** Opening TASK INPUTS block **

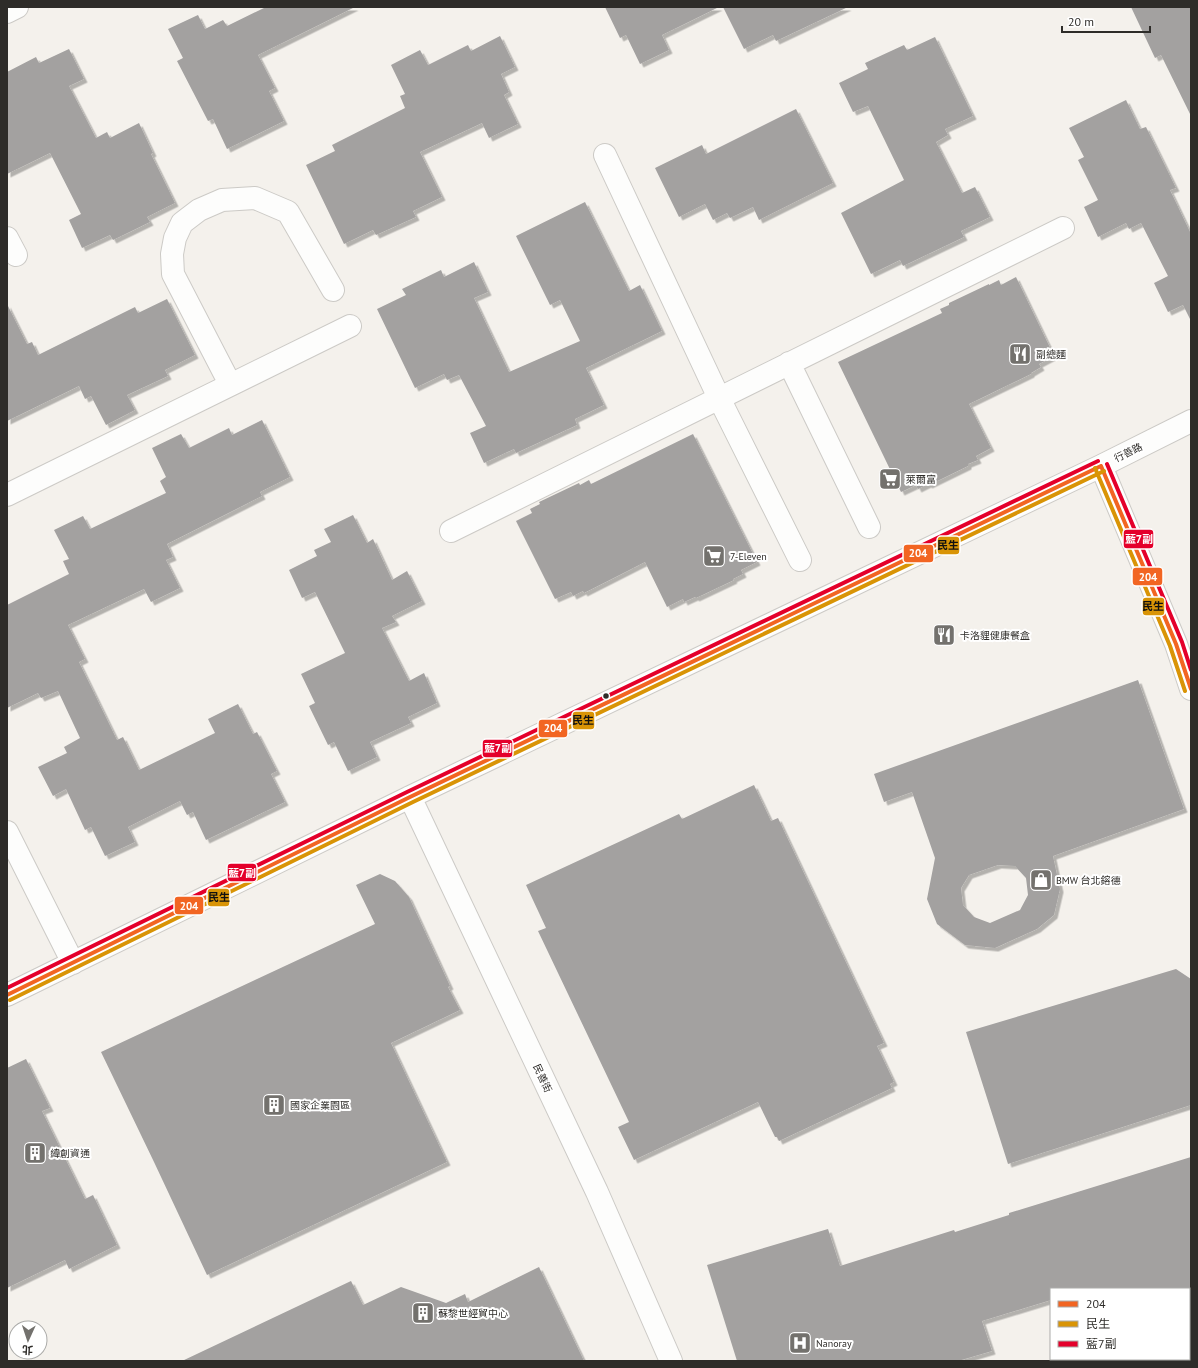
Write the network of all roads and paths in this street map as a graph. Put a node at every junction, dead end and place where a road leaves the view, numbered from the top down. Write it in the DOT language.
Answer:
graph roads {
  1 [pos="17,7"];
  2 [pos="7,12"];
  3 [pos="605,155"];
  4 [pos="1063,228"];
  5 [pos="333,290"];
  6 [pos="350,326"];
  7 [pos="789,363"];
  8 [pos="230,384"];
  9 [pos="719,398"];
  10 [pos="1191,422"];
  11 [pos="1101,466"];
  12 [pos="7,495"];
  13 [pos="869,527"];
  14 [pos="451,531"];
  15 [pos="800,560"];
  16 [pos="1191,689"];
  17 [pos="410,797"];
  18 [pos="7,832"];
  19 [pos="73,963"];
  20 [pos="7,995"];
  21 [pos="671,1361"];
  1 -- 2 [label="street"];
  3 -- 9 [label="street"];
  4 -- 7 [label="street"];
  5 -- 8 [label="street"];
  6 -- 8 [label="street"];
  7 -- 9 [label="street"];
  7 -- 13 [label="street"];
  8 -- 12 [label="street"];
  9 -- 14 [label="street"];
  9 -- 15 [label="street"];
  10 -- 11 [label="street, 行善路"];
  11 -- 16 [label="street"];
  11 -- 17 [label="street, 行善路"];
  17 -- 19 [label="street, 行善路"];
  17 -- 21 [label="street, 民善街"];
  18 -- 19 [label="street"];
  19 -- 20 [label="street, 行善路"];
}
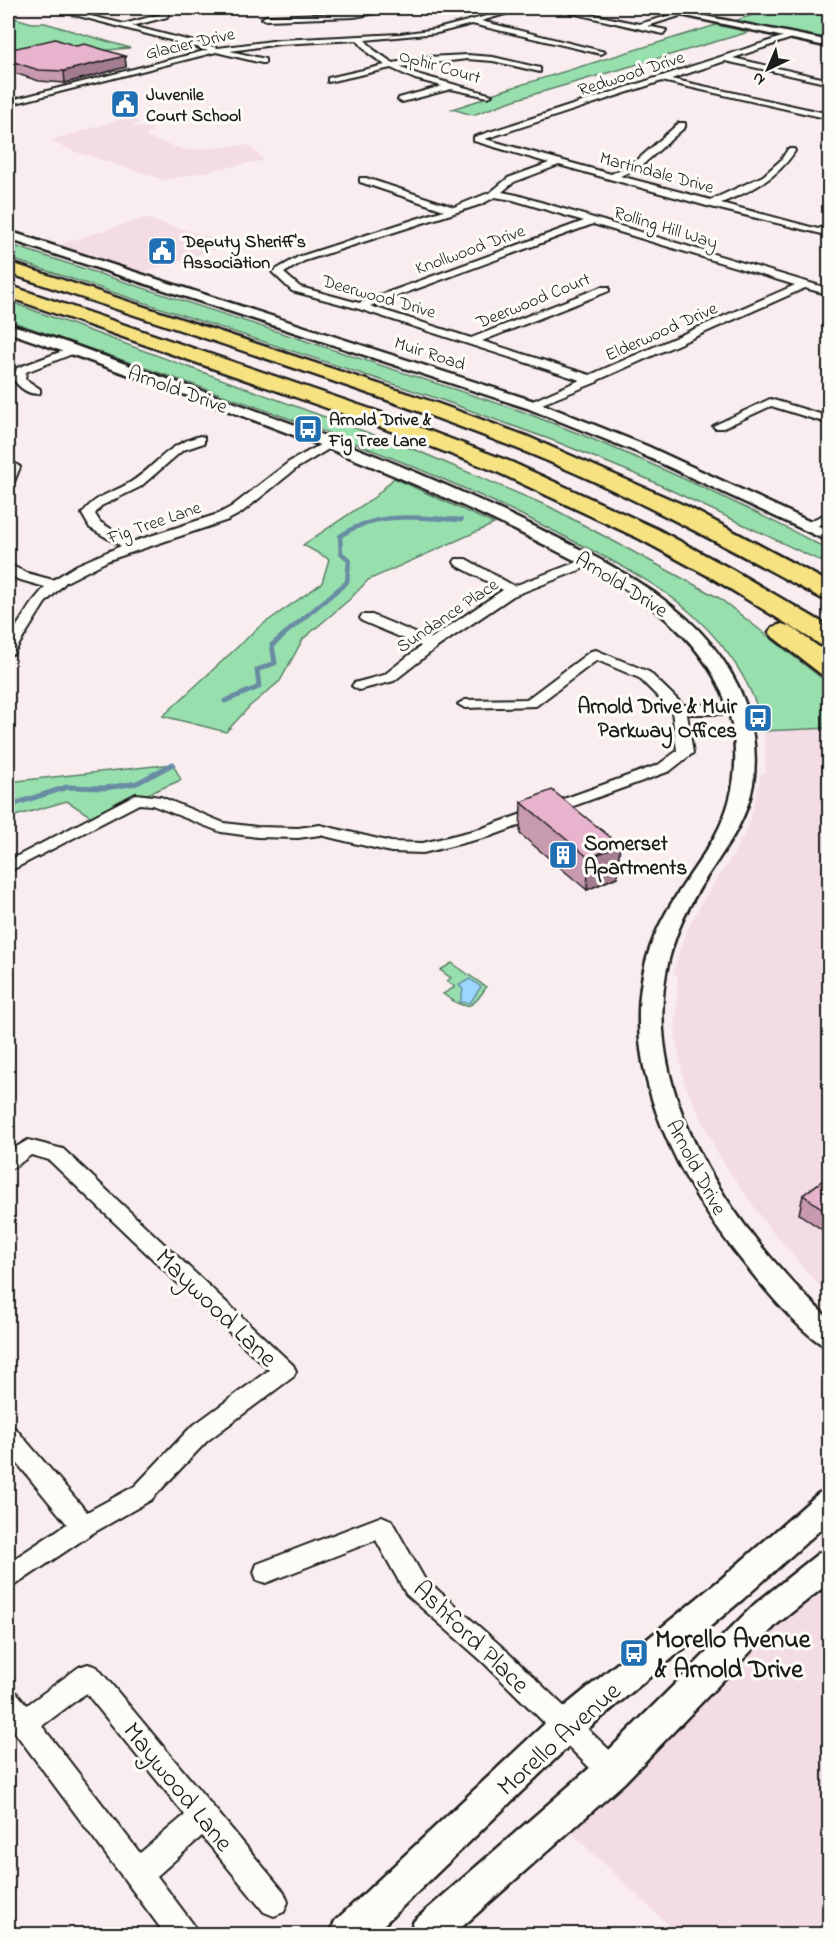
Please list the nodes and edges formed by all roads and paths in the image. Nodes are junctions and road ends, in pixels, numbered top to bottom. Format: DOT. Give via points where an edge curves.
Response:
graph roads {
  1 [pos="52,8"];
  2 [pos="168,8"];
  3 [pos="264,8"];
  4 [pos="400,8"];
  5 [pos="524,8"];
  6 [pos="554,8"];
  7 [pos="601,8"];
  8 [pos="653,8"];
  9 [pos="581,14"];
  10 [pos="682,14"];
  11 [pos="266,18"];
  12 [pos="472,22"];
  13 [pos="122,26"];
  14 [pos="270,26"];
  15 [pos="639,27"];
  16 [pos="663,32"];
  17 [pos="275,34"];
  18 [pos="792,37"];
  19 [pos="359,38"];
  20 [pos="280,42"];
  21 [pos="830,45"];
  22 [pos="216,50"];
  23 [pos="601,52"];
  24 [pos="724,59"];
  25 [pos="262,61"];
  26 [pos="388,66"];
  27 [pos="537,70"];
  28 [pos="658,79"];
  29 [pos="331,80"];
  30 [pos="830,82"];
  31 [pos="453,86"];
  32 [pos="488,95"];
  33 [pos="402,100"];
  34 [pos="8,104"];
  35 [pos="830,117"];
  36 [pos="682,125"];
  37 [pos="477,139"];
  38 [pos="791,151"];
  39 [pos="557,163"];
  40 [pos="611,177"];
  41 [pos="363,180"];
  42 [pos="494,194"];
  43 [pos="710,204"];
  44 [pos="453,210"];
  45 [pos="590,222"];
  46 [pos="830,228"];
  47 [pos="8,236"];
  48 [pos="8,267"];
  49 [pos="803,285"];
  50 [pos="605,289"];
  51 [pos="8,291"];
  52 [pos="830,292"];
  53 [pos="360,306"];
  54 [pos="8,328"];
  55 [pos="473,341"];
  56 [pos="71,351"];
  57 [pos="592,380"];
  58 [pos="36,391"];
  59 [pos="532,405"];
  60 [pos="830,421"];
  61 [pos="719,426"];
  62 [pos="200,440"];
  63 [pos="331,444"];
  64 [pos="14,467"];
  65 [pos="8,482"];
  66 [pos="830,516"];
  67 [pos="807,525"];
  68 [pos="830,537"];
  69 [pos="134,548"];
  70 [pos="680,550"];
  71 [pos="590,561"];
  72 [pos="460,562"];
  73 [pos="8,568"];
  74 [pos="55,585"];
  75 [pos="826,590"];
  76 [pos="514,591"];
  77 [pos="368,618"];
  78 [pos="830,639"];
  79 [pos="431,645"];
  80 [pos="8,651"];
  81 [pos="830,668"];
  82 [pos="359,686"];
  83 [pos="465,704"];
  84 [pos="739,709"];
  85 [pos="680,711"];
  86 [pos="8,867"];
  87 [pos="8,1162"];
  88 [pos="830,1337"];
  89 [pos="8,1436"];
  90 [pos="830,1502"];
  91 [pos="84,1526"];
  92 [pos="830,1563"];
  93 [pos="266,1572"];
  94 [pos="8,1576"];
  95 [pos="16,1713"];
  96 [pos="566,1726"];
  97 [pos="612,1771"];
  98 [pos="204,1817"];
  99 [pos="137,1874"];
  100 [pos="274,1902"];
  101 [pos="183,1935"];
  102 [pos="348,1935"];
  103 [pos="427,1935"];
  1 -- 13 [label="street"];
  2 -- 13 [label="street" via="164,15"];
  3 -- 11 [label="street"];
  4 -- 11 [label="street" via="354,15"];
  5 -- 12 [label="street, Glacier Drive"];
  6 -- 9 [label="street"];
  7 -- 9 [label="street"];
  8 -- 10 [label="street"];
  9 -- 15 [label="street"];
  10 -- 15 [label="street"];
  10 -- 18 [label="street"];
  11 -- 14 [label="street"];
  12 -- 19 [label="street, Glacier Drive" via="428,32"];
  12 -- 23 [label="street"];
  13 -- 22 [label="street"];
  15 -- 16 [label="street"];
  17 -- 20 [label="street"];
  18 -- 21 [label="street"];
  18 -- 24 [label="street, Redwood Drive"];
  19 -- 20 [label="street, Glacier Drive"];
  19 -- 26 [label="street, Ophir Court" via="370,53"];
  20 -- 22 [label="street, Glacier Drive"];
  22 -- 25 [label="street"];
  22 -- 34 [label="street, Glacier Drive"];
  24 -- 28 [label="street, Redwood Drive"];
  24 -- 30 [label="street"];
  26 -- 27 [label="street" via="461,57 489,58"];
  26 -- 29 [label="street"];
  26 -- 31 [label="street, Ophir Court"];
  28 -- 35 [label="street"];
  28 -- 37 [label="street, Redwood Drive"];
  31 -- 32 [label="street, Ophir Court"];
  31 -- 33 [label="street"];
  36 -- 40 [label="street" via="636,166"];
  37 -- 39 [label="street, Martindale Drive"];
  38 -- 43 [label="street" via="784,164 761,183"];
  39 -- 40 [label="street, Martindale Drive"];
  39 -- 42 [label="street, Deerwood Drive" via="512,180"];
  40 -- 43 [label="street, Martindale Drive"];
  41 -- 44 [label="street"];
  42 -- 44 [label="street, Deerwood Drive"];
  42 -- 45 [label="street, Rolling Hill Way"];
  43 -- 46 [label="street, Martindale Drive" via="819,232"];
  44 -- 53 [label="street, Deerwood Drive" via="301,259 277,272 296,289"];
  45 -- 49 [label="street, Rolling Hill Way"];
  45 -- 53 [label="street, Knollwood Drive"];
  47 -- 59 [label="street, Muir Road"];
  48 -- 75 [label="highway" via="518,441 670,508"];
  49 -- 52 [label="street, Rolling Hill Way"];
  49 -- 57 [label="street, Elderwood Drive"];
  50 -- 55 [label="street, Deerwood Court"];
  51 -- 70 [label="highway" via="438,440 559,490"];
  53 -- 55 [label="street, Deerwood Drive"];
  54 -- 56 [label="street, Arnold Drive"];
  55 -- 57 [label="street, Deerwood Drive"];
  56 -- 58 [label="street" via="21,370 19,379"];
  56 -- 63 [label="street, Arnold Drive"];
  57 -- 59 [label="street, Elderwood Drive"];
  59 -- 67 [label="street, Muir Road" via="642,449"];
  60 -- 61 [label="street" via="770,402"];
  62 -- 69 [label="street" via="179,447 136,484 97,503 88,514 95,525"];
  63 -- 69 [label="street, Fig Tree Lane" via="293,465 224,517"];
  63 -- 71 [label="street, Arnold Drive" via="464,498"];
  64 -- 65 [label="street"];
  66 -- 67 [label="street"];
  67 -- 68 [label="street, Muir Road"];
  69 -- 74 [label="street, Fig Tree Lane" via="89,563"];
  70 -- 78 [label="highway"];
  70 -- 81 [label="highway" via="711,579"];
  71 -- 76 [label="street, Sundance Place"];
  71 -- 84 [label="street, Arnold Drive" via="662,606 693,634 715,661"];
  72 -- 76 [label="street"];
  73 -- 74 [label="street"];
  74 -- 80 [label="street, Fig Tree Lane"];
  76 -- 79 [label="street, Sundance Place"];
  77 -- 79 [label="street"];
  79 -- 82 [label="street, Sundance Place" via="388,678"];
  83 -- 85 [label="street" via="531,703 596,654 644,675"];
  84 -- 85 [label="street"];
  84 -- 88 [label="street, Arnold Drive" via="746,764 732,821 668,928 653,980 650,1013 657,1078 684,1150 727,1222 778,1287"];
  85 -- 86 [label="street" via="685,753 664,768 485,833 423,848 391,847 320,830 257,832 221,827 155,800 136,799"];
  87 -- 91 [label="street, Maywood Lane" via="28,1147 56,1154 285,1371 199,1434 143,1493"];
  89 -- 91 [label="street"];
  90 -- 96 [label="street, Morello Avenue"];
  91 -- 94 [label="street, Maywood Lane"];
  92 -- 97 [label="street" via="766,1614"];
  93 -- 96 [label="street, Ashford Place" via="382,1527 415,1586"];
  95 -- 98 [label="street, Maywood Lane" via="88,1676"];
  95 -- 99 [label="street, Maywood Lane"];
  96 -- 97 [label="street, Ashford Place"];
  96 -- 102 [label="street, Morello Avenue"];
  97 -- 103 [label="street"];
  98 -- 99 [label="street"];
  98 -- 100 [label="street, Maywood Lane"];
  99 -- 101 [label="street, Maywood Lane"];
}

** Closing TASK INPUTS block **

ABOUT THIS EXERCISE: Starting from the records above, copy each line where the string "Elderwood" is found.

RESULT BELOW:
  49 -- 57 [label="street, Elderwood Drive"];
  57 -- 59 [label="street, Elderwood Drive"];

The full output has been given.